INPUT DATA:
*** Block opens ***
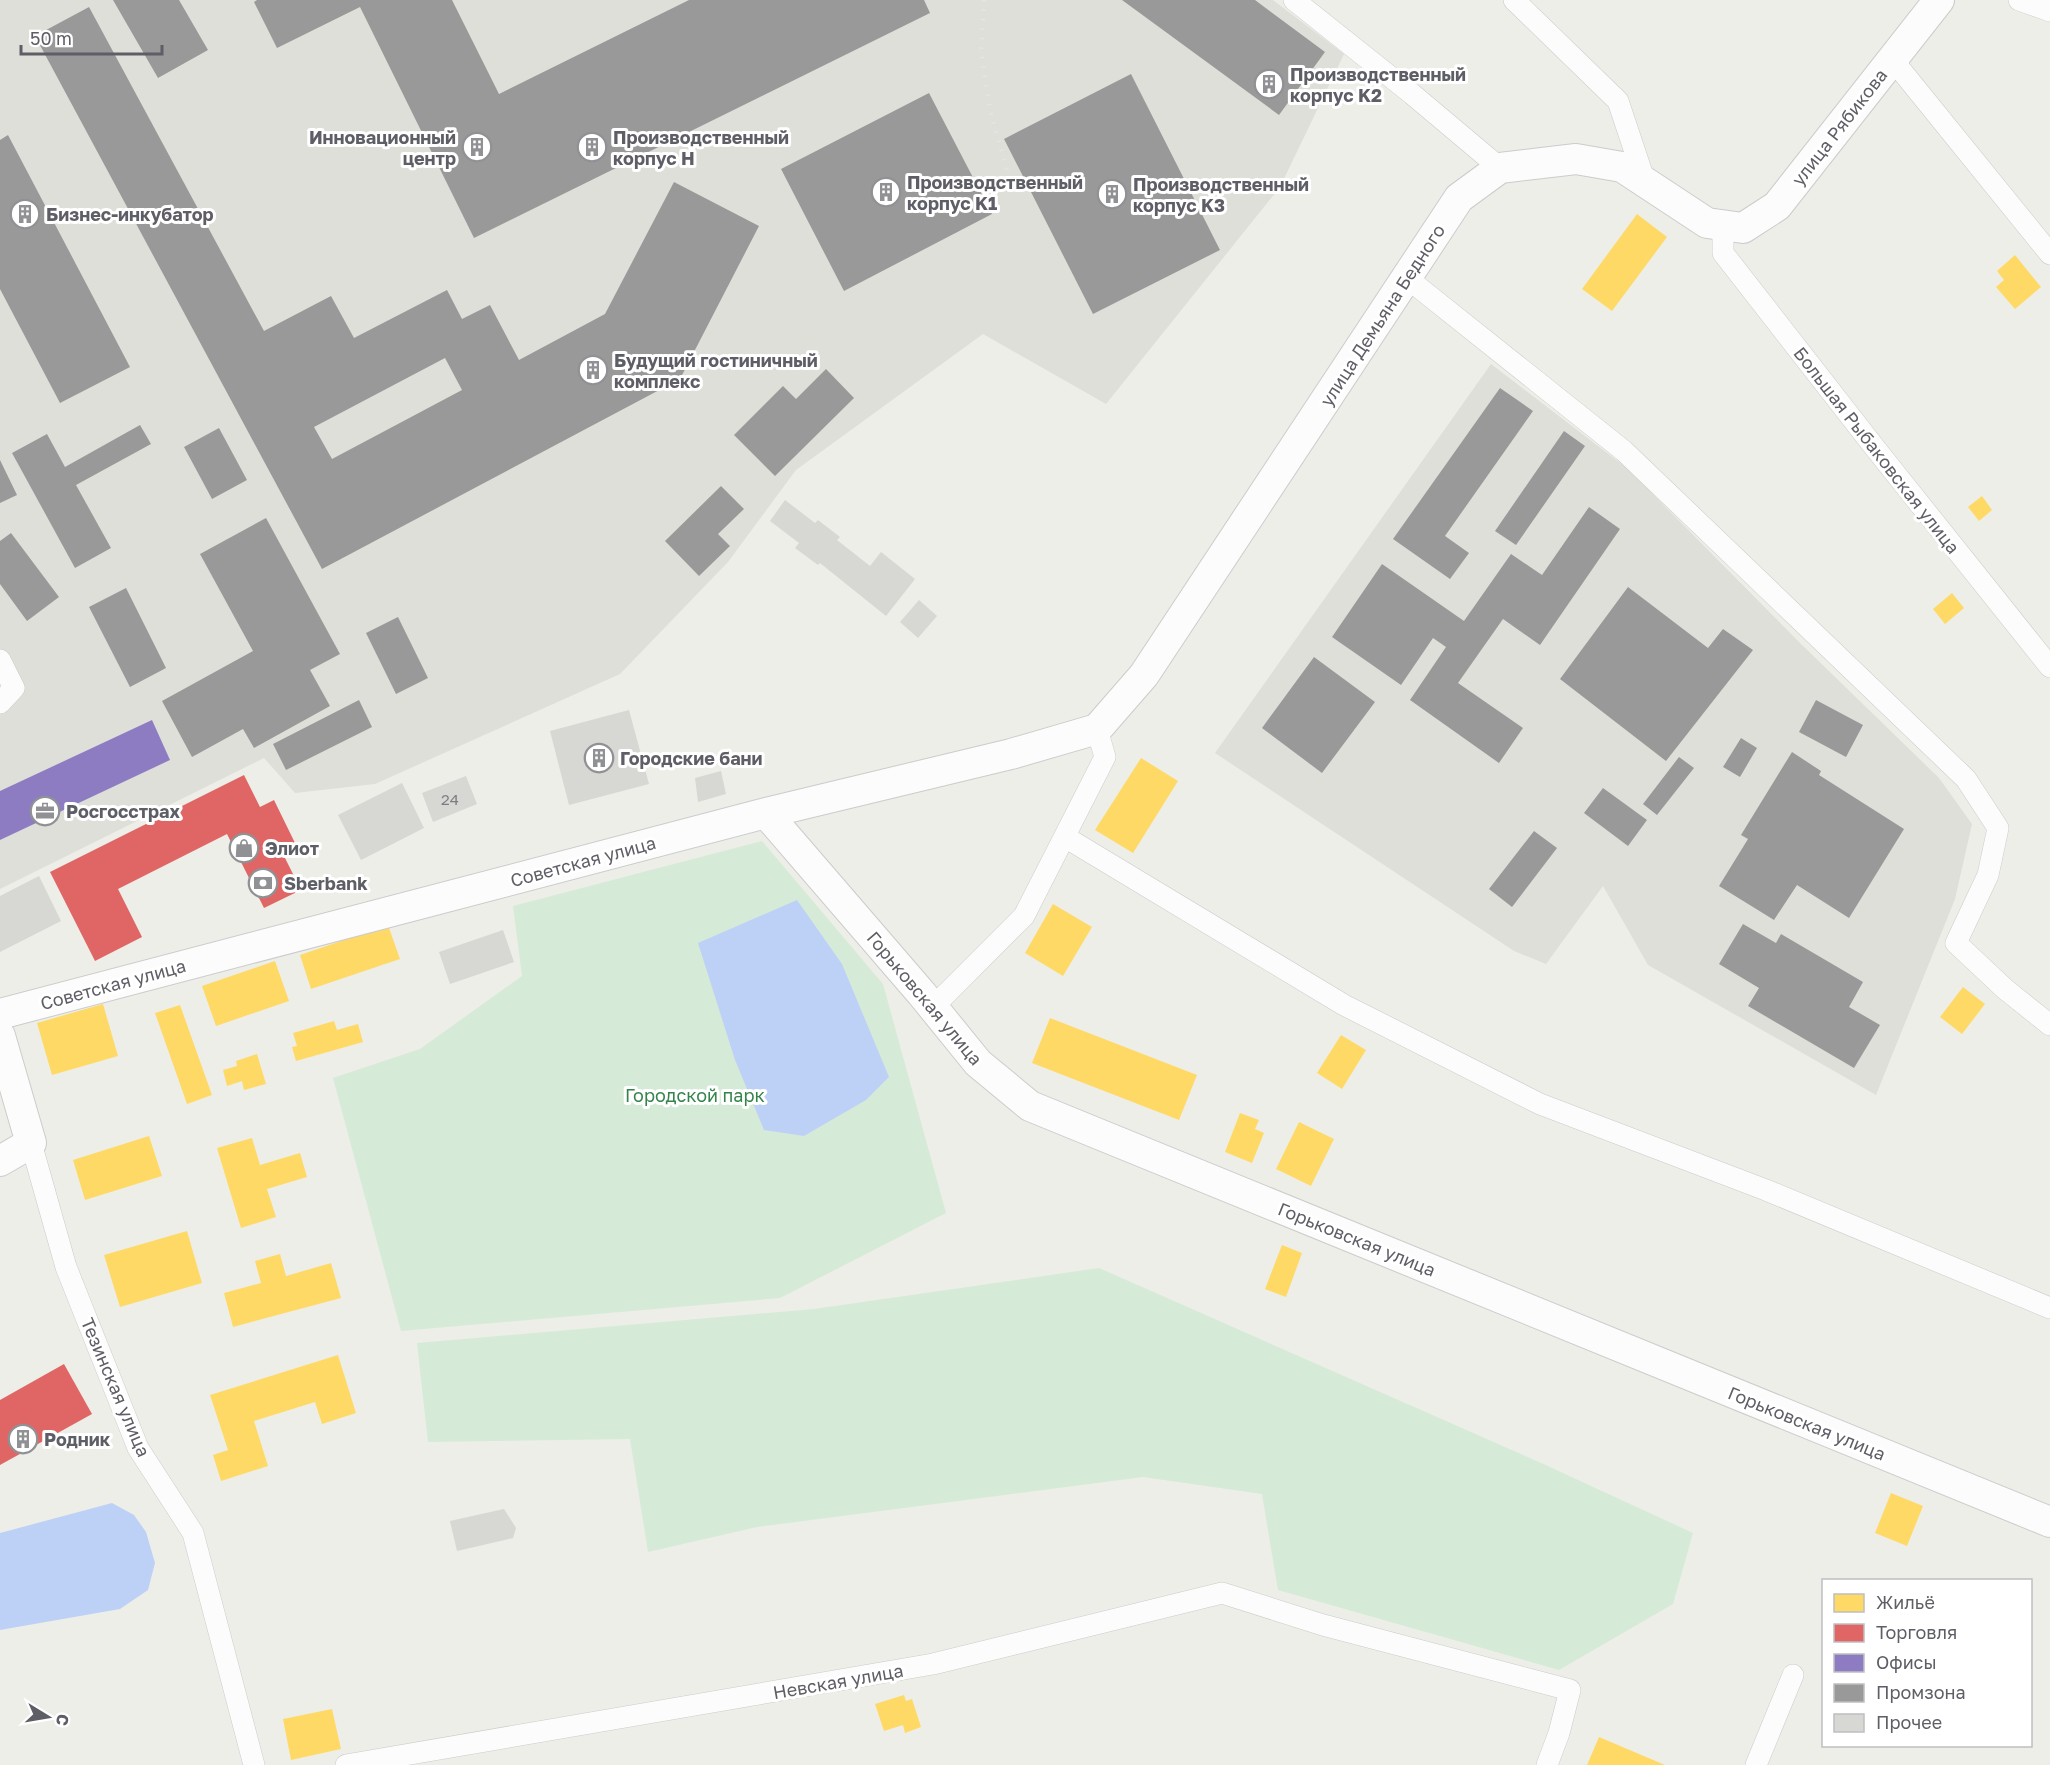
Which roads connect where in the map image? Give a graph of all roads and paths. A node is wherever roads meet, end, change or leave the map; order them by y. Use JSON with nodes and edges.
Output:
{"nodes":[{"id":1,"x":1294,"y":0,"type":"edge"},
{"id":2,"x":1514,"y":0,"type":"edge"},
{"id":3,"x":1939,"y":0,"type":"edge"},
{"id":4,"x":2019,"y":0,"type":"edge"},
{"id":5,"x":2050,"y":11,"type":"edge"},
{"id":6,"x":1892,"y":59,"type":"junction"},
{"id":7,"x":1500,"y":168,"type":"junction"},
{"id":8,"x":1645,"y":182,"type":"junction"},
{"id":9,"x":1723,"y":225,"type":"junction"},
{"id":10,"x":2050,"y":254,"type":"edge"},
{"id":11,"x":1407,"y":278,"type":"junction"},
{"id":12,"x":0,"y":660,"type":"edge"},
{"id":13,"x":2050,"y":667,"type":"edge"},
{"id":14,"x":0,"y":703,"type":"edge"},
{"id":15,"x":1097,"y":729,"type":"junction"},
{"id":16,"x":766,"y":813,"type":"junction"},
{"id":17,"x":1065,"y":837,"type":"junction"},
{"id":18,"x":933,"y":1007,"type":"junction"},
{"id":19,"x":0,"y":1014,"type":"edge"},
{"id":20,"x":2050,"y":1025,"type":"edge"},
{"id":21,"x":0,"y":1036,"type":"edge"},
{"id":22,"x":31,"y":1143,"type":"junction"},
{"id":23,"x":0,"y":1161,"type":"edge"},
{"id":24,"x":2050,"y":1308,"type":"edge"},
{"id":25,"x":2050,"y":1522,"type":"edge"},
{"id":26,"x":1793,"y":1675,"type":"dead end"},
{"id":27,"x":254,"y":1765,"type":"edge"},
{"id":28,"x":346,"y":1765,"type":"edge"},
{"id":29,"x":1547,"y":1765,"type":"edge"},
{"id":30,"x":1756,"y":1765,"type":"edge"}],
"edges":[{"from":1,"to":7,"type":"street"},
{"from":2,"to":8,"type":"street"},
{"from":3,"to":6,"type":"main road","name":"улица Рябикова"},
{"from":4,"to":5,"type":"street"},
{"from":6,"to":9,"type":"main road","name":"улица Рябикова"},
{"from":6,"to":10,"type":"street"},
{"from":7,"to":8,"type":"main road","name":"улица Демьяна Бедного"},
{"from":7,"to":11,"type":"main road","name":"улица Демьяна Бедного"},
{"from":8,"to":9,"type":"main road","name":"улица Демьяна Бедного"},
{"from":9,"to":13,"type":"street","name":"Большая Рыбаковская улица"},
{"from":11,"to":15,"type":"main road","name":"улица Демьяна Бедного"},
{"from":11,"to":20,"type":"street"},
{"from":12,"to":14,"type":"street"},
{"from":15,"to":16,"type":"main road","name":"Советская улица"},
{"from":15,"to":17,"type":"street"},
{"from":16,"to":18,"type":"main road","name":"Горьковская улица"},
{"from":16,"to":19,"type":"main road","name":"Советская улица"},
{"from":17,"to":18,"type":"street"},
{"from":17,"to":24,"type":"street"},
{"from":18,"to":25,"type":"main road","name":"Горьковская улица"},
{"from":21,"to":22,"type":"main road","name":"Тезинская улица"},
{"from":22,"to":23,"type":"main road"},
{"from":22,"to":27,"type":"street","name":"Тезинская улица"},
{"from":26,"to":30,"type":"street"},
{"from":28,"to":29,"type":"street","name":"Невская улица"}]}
*** Block closes ***
*** Block opens ***
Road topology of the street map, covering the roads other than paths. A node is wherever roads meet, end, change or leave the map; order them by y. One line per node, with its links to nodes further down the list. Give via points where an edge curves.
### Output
*** Block closes ***
ABOUT THIS EXERCISE: Read the entries and select each line where the word "them" is found.

EXERCISE OUTPUT:
Which roads connect where in the map image? Give a graph of all roads and paths. A node is wherever roads meet, end, change or leave the map; order them by y. Use JSON with nodes and edges.
Road topology of the street map, covering the roads other than paths. A node is wherever roads meet, end, change or leave the map; order them by y. One line per node, with its links to nodes further down the list. Give via points where an edge curves.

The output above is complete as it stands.